Display Your Heritage
With a Family Genealogy Tree

Include a Family Genealogy Tree in Your Ethical Will


Ensure That the Legacies of the Past Endure in the Future!

Your Ethical Will can help you produce a personal legacy document that will give your loved ones a thorough idea of your deepest ethical values, as well as the influences that shaped your life. A person's family members - past and present - are among his or her influences.

A family genealogy tree is one of the best ways to inform readers of your spiritual ethical will about the rich history and legacy of your family.

Do you know some fascinating facts about the lives of your great-great-grandparents? Are you worried that this precious information might be lost by future generations? Ensure that it is not, by incorporating a family tree into an ethical will.

Your personal legacy statement can include a diagram showing the lifetimes of each ancestor as well as his or her siblings, spouse, and children. Make a presentation of the entire history of your family, from the earliest known members to the present day, in an informative, visually appealing family genealong tree!

Looking at a family tree, the readers of your ethical will can quickly learn anything they did not know about the lifetimes and relationships of the people who went before them.

A great supplement to a family tree can be a series of stories about each of your family ancestors, along with factual information you know about where and how they lived, what they did as a profession, and what their characters and ethical values were like. Their lives, as well as yours, can serve as ethical examples to posterity, and you might just be the only person capable of perpetuating their spiritual legacy!

image of ancestor treeLook at Smart Draw's Ancestor Tree to build your Family geneology because with every generation, a new series of stories, experiences, and memories are added to your family. Make sure that previous generations' spiritual treasures are not subtracted with the passage of time!
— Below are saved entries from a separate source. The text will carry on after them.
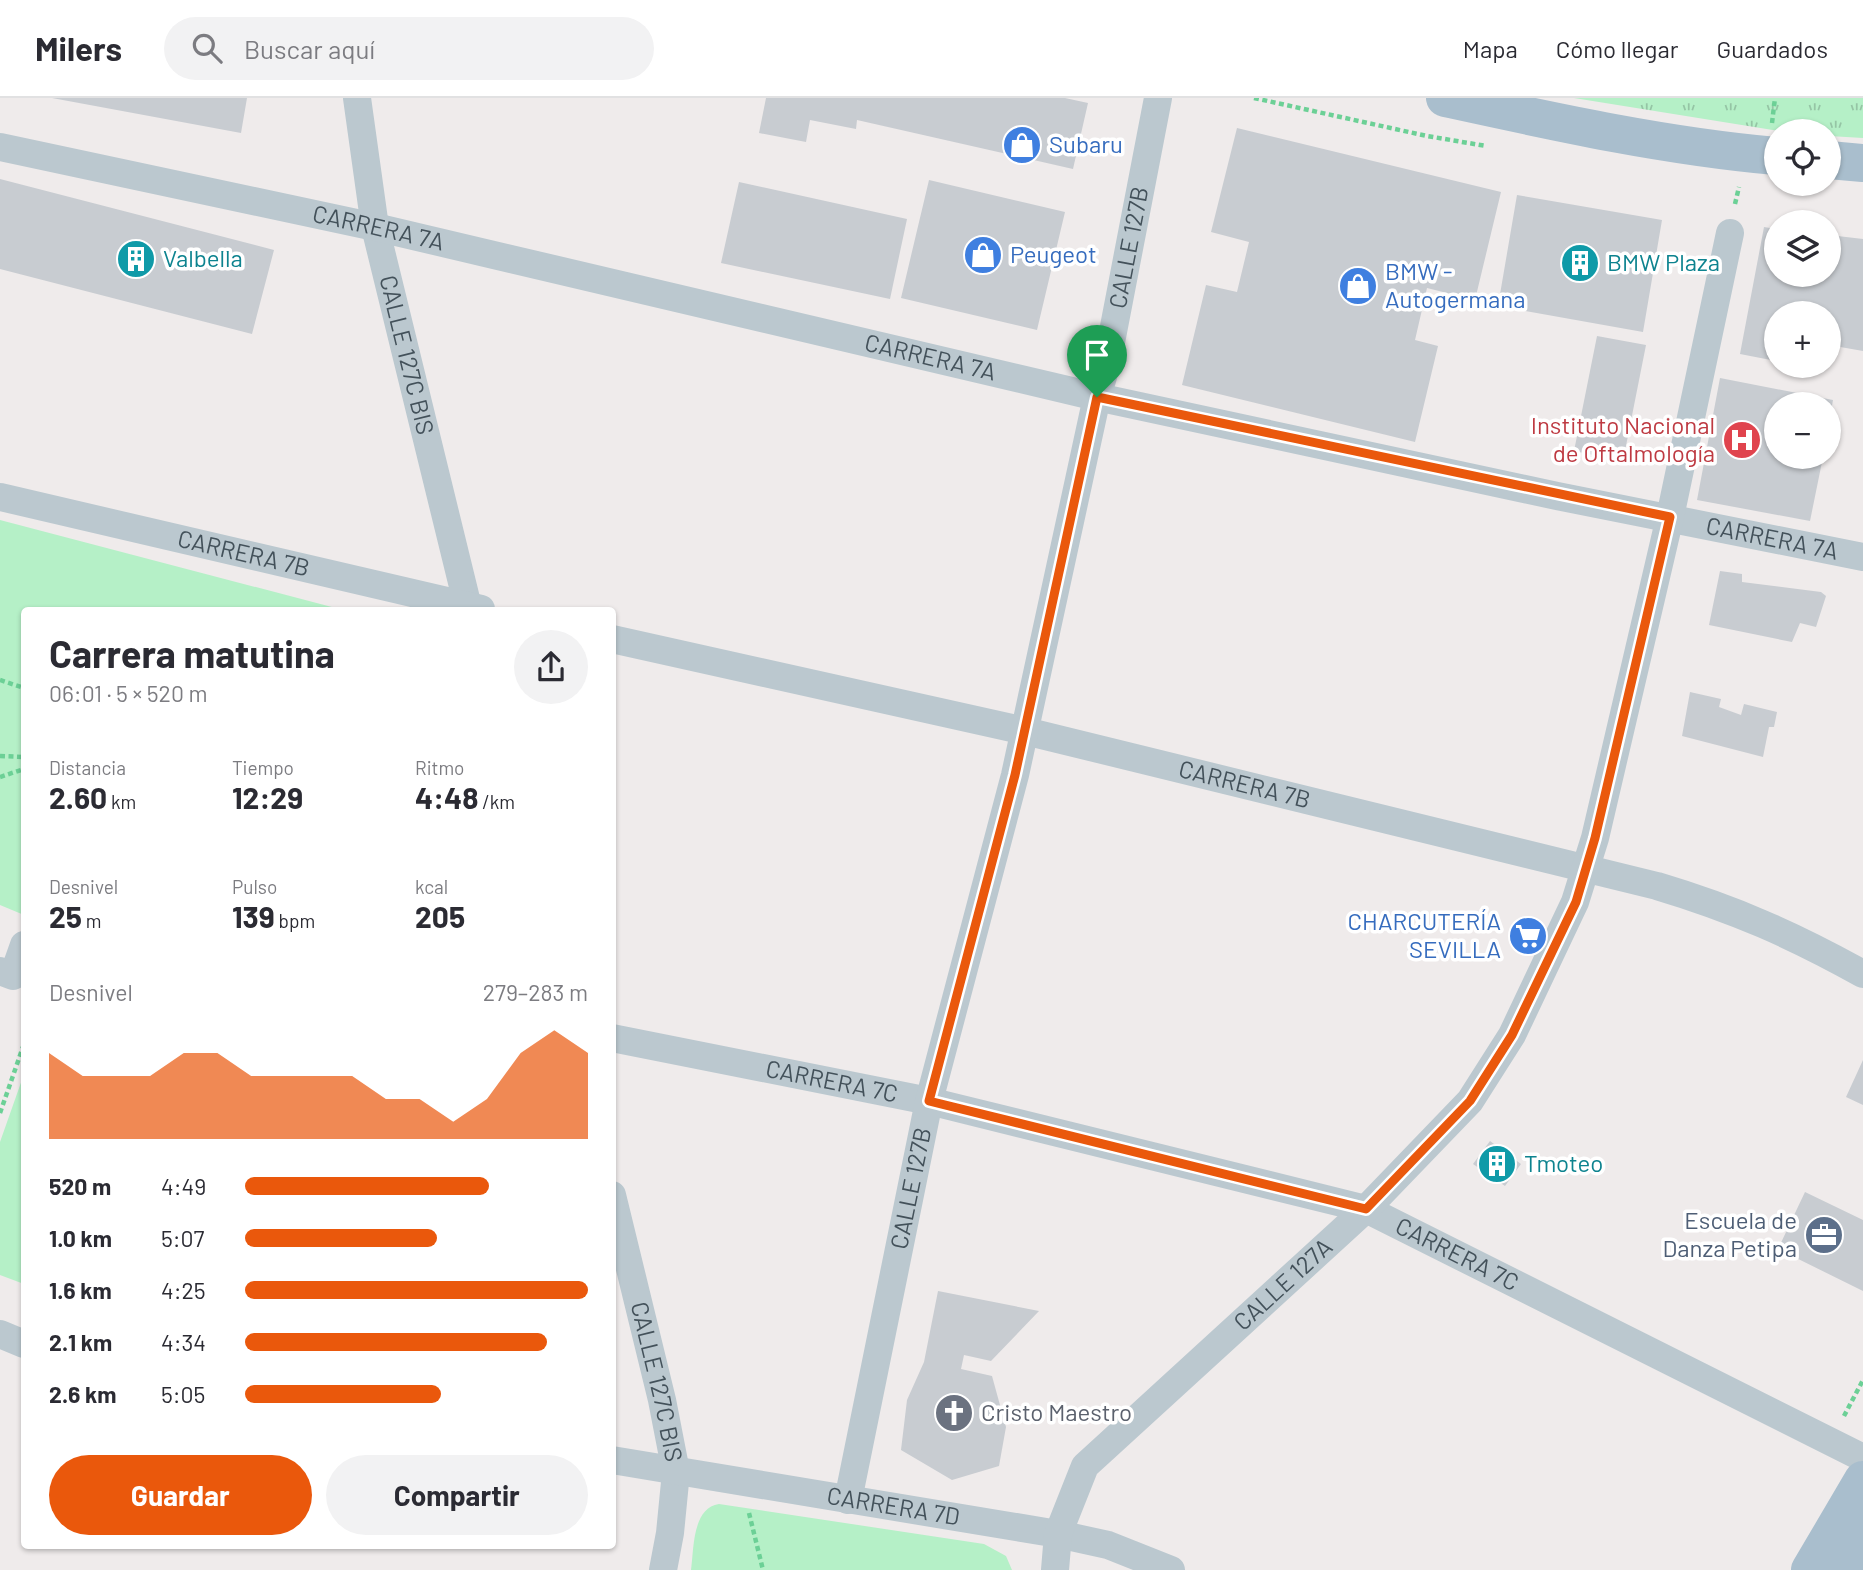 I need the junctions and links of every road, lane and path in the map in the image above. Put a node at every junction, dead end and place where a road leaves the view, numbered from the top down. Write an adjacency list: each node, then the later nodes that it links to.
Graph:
1 (357, 98): 8 (street, CALLE 127C BIS)
2 (1158, 98): 10 (street, CALLE 127B)
3 (1445, 98): 5 (main road)
4 (0, 147): 8 (street, CARRERA 7A)
5 (1764, 155)
6 (1841, 161): 7 (main road)
7 (1863, 163)
8 (375, 228): 10 (street, CARRERA 7A); 15 (street, CALLE 127C BIS)
9 (1730, 233): 12 (street, CALLE 127A)
10 (1097, 397): 12 (street, CARRERA 7A); 19 (street, CALLE 127B)
11 (0, 497): 14 (street, CARRERA 7B)
12 (1670, 517): 13 (street, CARRERA 7A); 24 (street, CALLE 127A)
13 (1863, 557)
14 (467, 607)
15 (474, 607)
16 (616, 640): 19 (street, CARRERA 7B)
17 (0, 680): 18 (path)
18 (21, 687)
19 (1025, 731): 24 (street, CARRERA 7B); 30 (street, CALLE 127B)
20 (0, 756): 21 (path)
21 (21, 757)
22 (21, 770): 23 (path)
23 (0, 777)
24 (1586, 870): 27 (street, CARRERA 7B); 32 (street, CALLE 127A)
25 (21, 953): 26 (street)
26 (0, 971)
27 (1863, 974)
28 (616, 1039): 30 (street, CARRERA 7C)
29 (21, 1052): 31 (path)
30 (929, 1101): 32 (street, CARRERA 7C); 42 (street, CALLE 127B)
31 (0, 1112)
32 (1366, 1209): 37 (street, CARRERA 7C); 45 (street, CALLE 127A)
33 (616, 1211): 40 (street, CALLE 127C BIS)
34 (0, 1334): 35 (street)
35 (21, 1343)
36 (1863, 1380): 37 (path)
37 (1830, 1442): 38 (street, CARRERA 7C)
38 (1863, 1458)
39 (616, 1461): 40 (street, CARRERA 7D)
40 (676, 1472): 42 (street, CARRERA 7D); 46 (street, CALLE 127C BIS)
41 (1863, 1480): 50 (main road)
42 (848, 1500): 45 (street, CARRERA 7D)
43 (1863, 1503): 51 (main road)
44 (748, 1507): 47 (path)
45 (1058, 1534): 48 (street, CALLE 127A); 49 (street, CARRERA 7D)
46 (663, 1570)
47 (763, 1570)
48 (1055, 1570)
49 (1171, 1570)
50 (1810, 1570)
51 (1846, 1570)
Some families can trace their ancestry back for hundreds of years, whereas others barely remember the people who came two generations before them. What is the difference between them?

The people who know their ancestors have passed on information about them from one generation to the next by writing memoirs, ethical wills, and other documents designed to last and speak to posterity. A family tree, too, goes a long way to help preserve these wonderful memories!

So consider adding a family genealogy tree when creating your ethical will. There is a wealth of moral and factual history and lessons in your family's past; you might be surprised at what you discover and pass on.